EXERCISE BRIEF: Report every line of the data that includes "Spencer".

= = = =

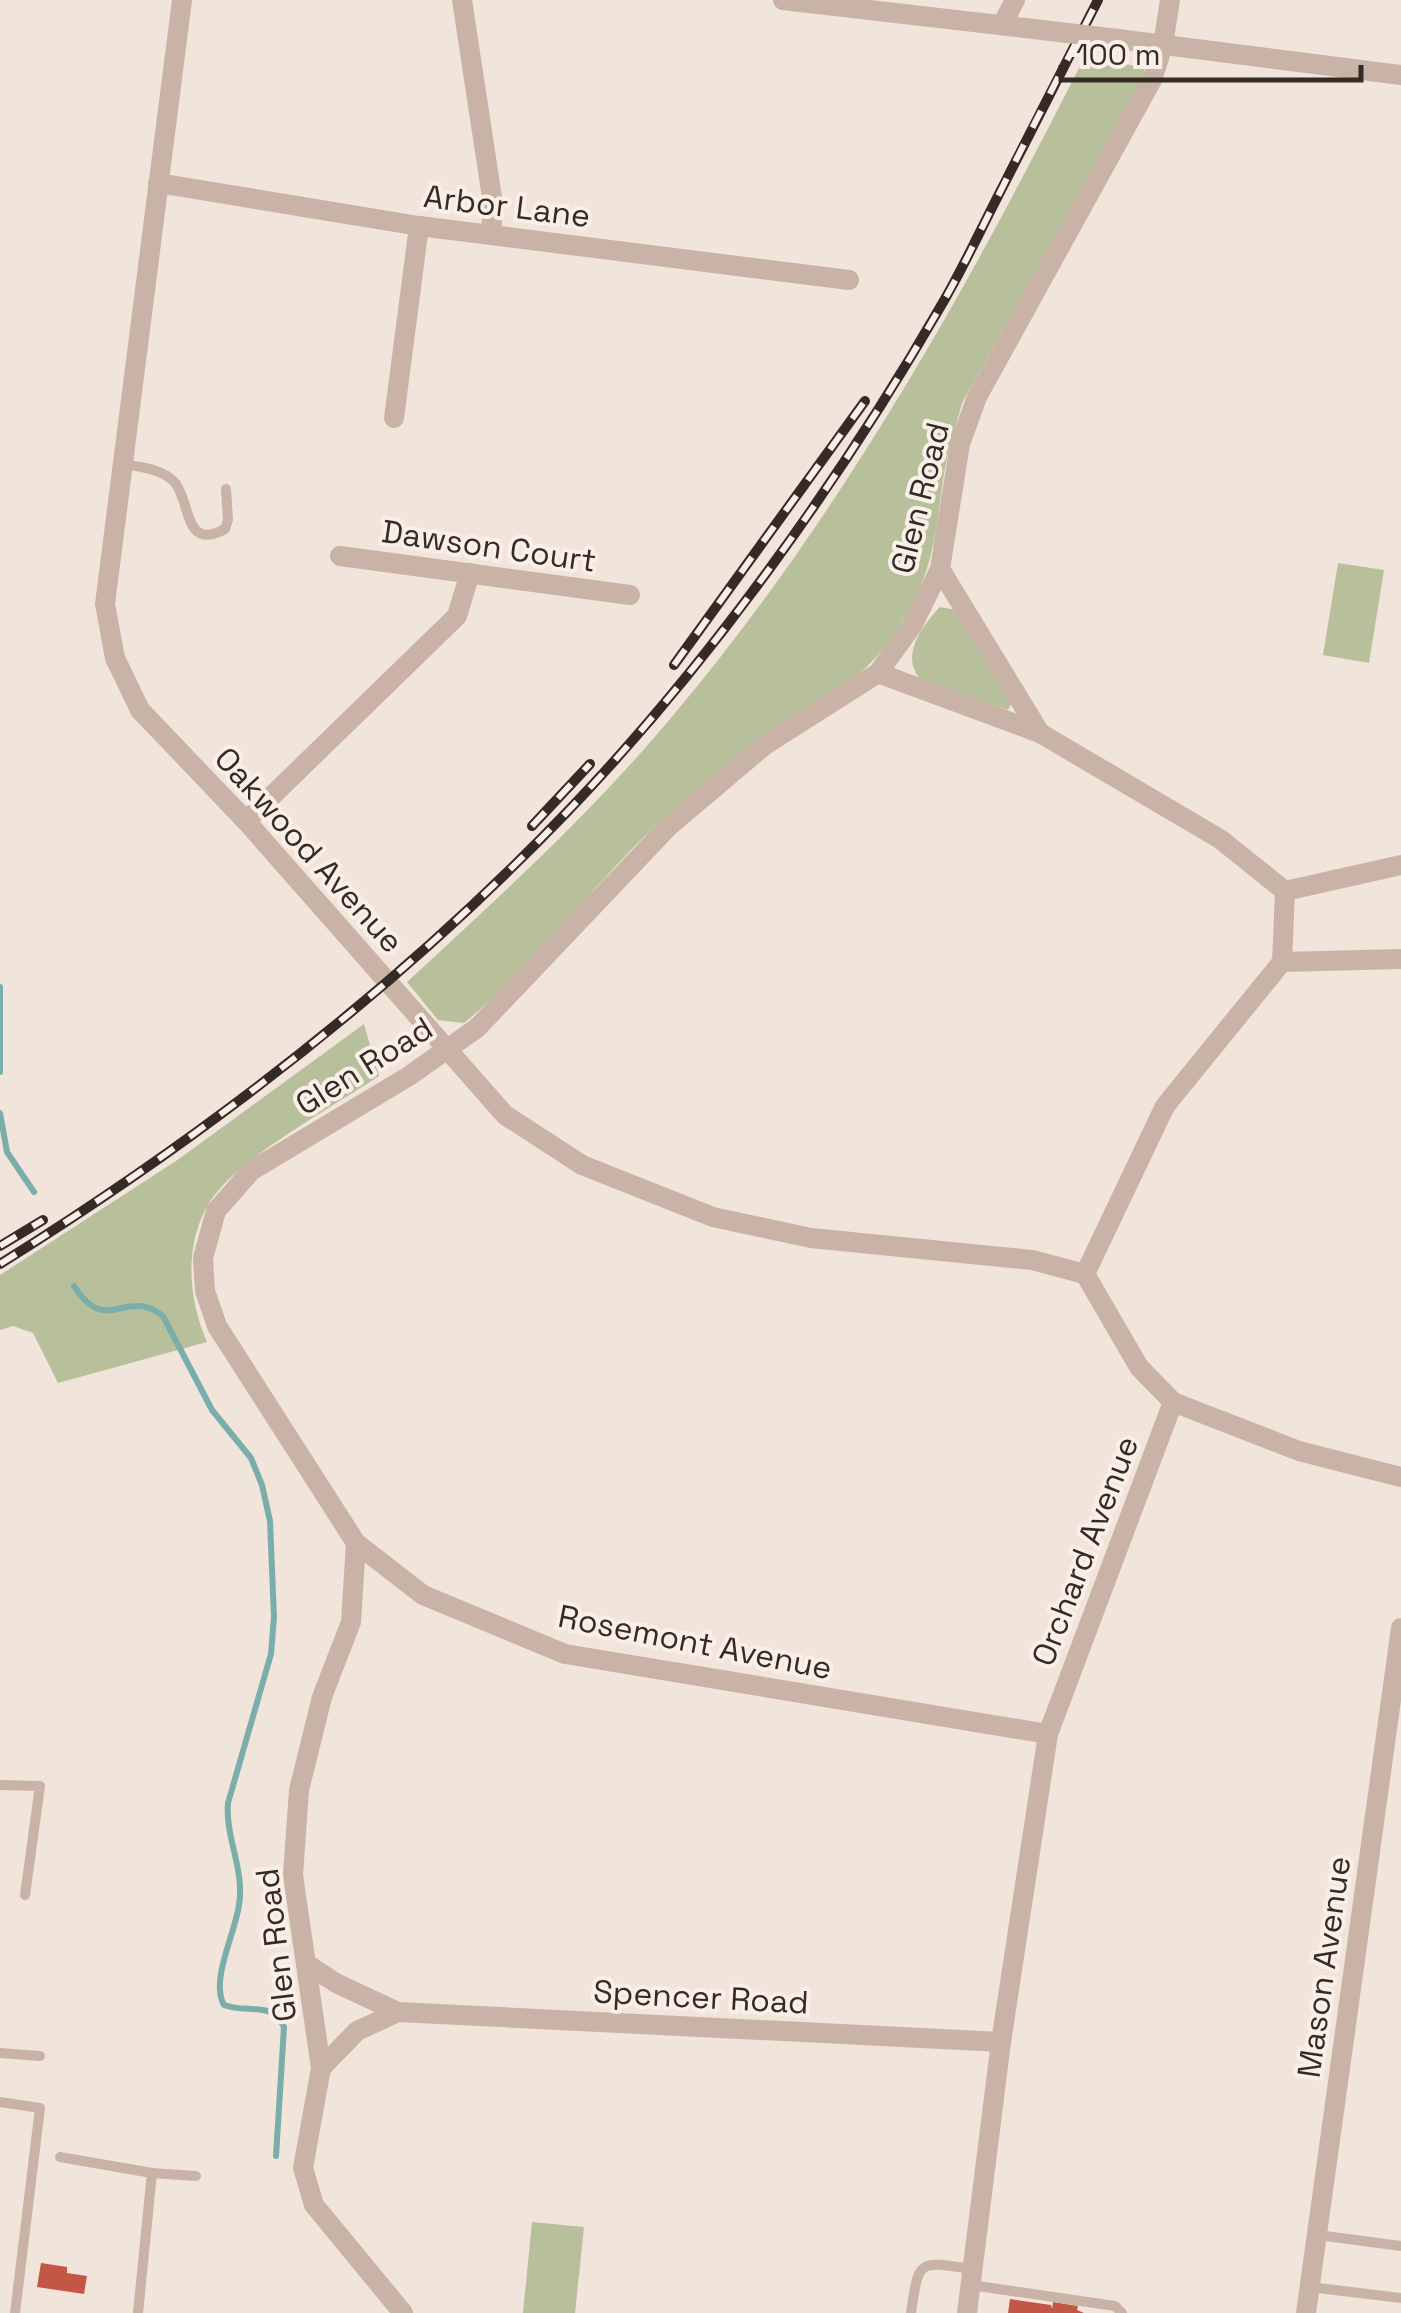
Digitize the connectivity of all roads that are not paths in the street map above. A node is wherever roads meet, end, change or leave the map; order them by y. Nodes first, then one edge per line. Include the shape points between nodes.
1 (182, 0) edge
2 (462, 0) edge
3 (783, 0) edge
4 (1015, 0) edge
5 (1170, 0) edge
6 (887, 7) edge
7 (1002, 25) junction
8 (1163, 45) junction
9 (1401, 76) edge
10 (158, 183) junction
11 (420, 226) junction
12 (491, 234) junction
13 (849, 280) dead end
14 (394, 418) dead end
15 (122, 464) junction
16 (226, 489) dead end
17 (340, 556) dead end
18 (940, 569) junction
19 (470, 572) junction
20 (630, 594) dead end
21 (878, 673) junction
22 (1040, 734) junction
23 (246, 821) junction
24 (1401, 865) edge
25 (1285, 891) junction
26 (1401, 959) edge
27 (1282, 962) junction
28 (448, 1050) junction
29 (1085, 1274) junction
30 (1173, 1402) junction
31 (1401, 1476) edge
32 (356, 1543) junction
33 (1401, 1628) edge
34 (1048, 1734) junction
35 (0, 1784) edge
36 (25, 1895) dead end
37 (307, 1964) junction
38 (398, 2012) junction
39 (1001, 2042) junction
40 (0, 2053) edge
41 (40, 2056) dead end
42 (320, 2068) junction
43 (0, 2102) edge
44 (60, 2157) dead end
45 (152, 2173) junction
46 (196, 2176) dead end
47 (1318, 2235) junction
48 (1401, 2246) edge
49 (972, 2277) junction
50 (1310, 2288) junction
51 (1401, 2298) edge
52 (15, 2313) edge
53 (138, 2313) edge
54 (402, 2313) edge
55 (911, 2313) edge
56 (966, 2313) edge
57 (1122, 2313) edge
58 (1306, 2313) edge

1 - 10 street, Oakwood Avenue
2 - 12 street via 494,204
3 - 6 street
4 - 7 street
5 - 8 street, Glen Road
6 - 7 street
7 - 8 street, bridge
8 - 9 street
8 - 18 street, Glen Road via 1152,80 977,397 960,444
10 - 11 street, Arbor Lane
10 - 15 street, Oakwood Avenue
11 - 12 street, Arbor Lane
11 - 14 street
12 - 13 street, Arbor Lane
15 - 16 lane via 175,483 199,534 225,529
15 - 23 street, Oakwood Avenue via 106,604 114,658 140,710
17 - 19 street, Dawson Court
18 - 21 street, Glen Road via 912,626
18 - 22 street
19 - 20 street, Dawson Court
19 - 23 street via 457,616
21 - 22 street
21 - 28 street, Glen Road via 765,745 669,826 478,1028
22 - 25 street via 1220,839
23 - 28 street, Oakwood Avenue
24 - 25 street
25 - 27 street
26 - 27 street
27 - 29 street via 1165,1106
28 - 29 street, Oakwood Avenue via 505,1115 582,1165 713,1217 811,1238 1032,1260
28 - 32 street, Glen Road via 251,1171 216,1211 203,1258 217,1326
29 - 30 street via 1138,1367
30 - 31 street via 1298,1451
30 - 34 street, Orchard Avenue
32 - 34 street, Rosemont Avenue via 422,1595 564,1654
32 - 37 street, Glen Road via 352,1622 322,1698 299,1790 294,1875
33 - 47 street, Mason Avenue
34 - 39 street, Orchard Avenue
35 - 36 lane via 40,1786
37 - 38 street, Spencer Road
37 - 42 street, Glen Road
38 - 39 street, Spencer Road
38 - 42 street, Spencer Road via 357,2031
39 - 49 street, Orchard Avenue
40 - 41 lane
42 - 54 street, Glen Road via 303,2168 314,2205
43 - 52 lane via 40,2108
44 - 45 lane
45 - 46 lane
45 - 53 lane
47 - 48 lane
47 - 50 street, Mason Avenue
49 - 55 lane via 924,2266 917,2272
49 - 56 street, Orchard Avenue
49 - 57 lane via 1115,2306
50 - 51 lane
50 - 58 street, Mason Avenue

= = = =

SOLUTION TO THE PROBLEM:
37 - 38 street, Spencer Road
38 - 39 street, Spencer Road
38 - 42 street, Spencer Road via 357,2031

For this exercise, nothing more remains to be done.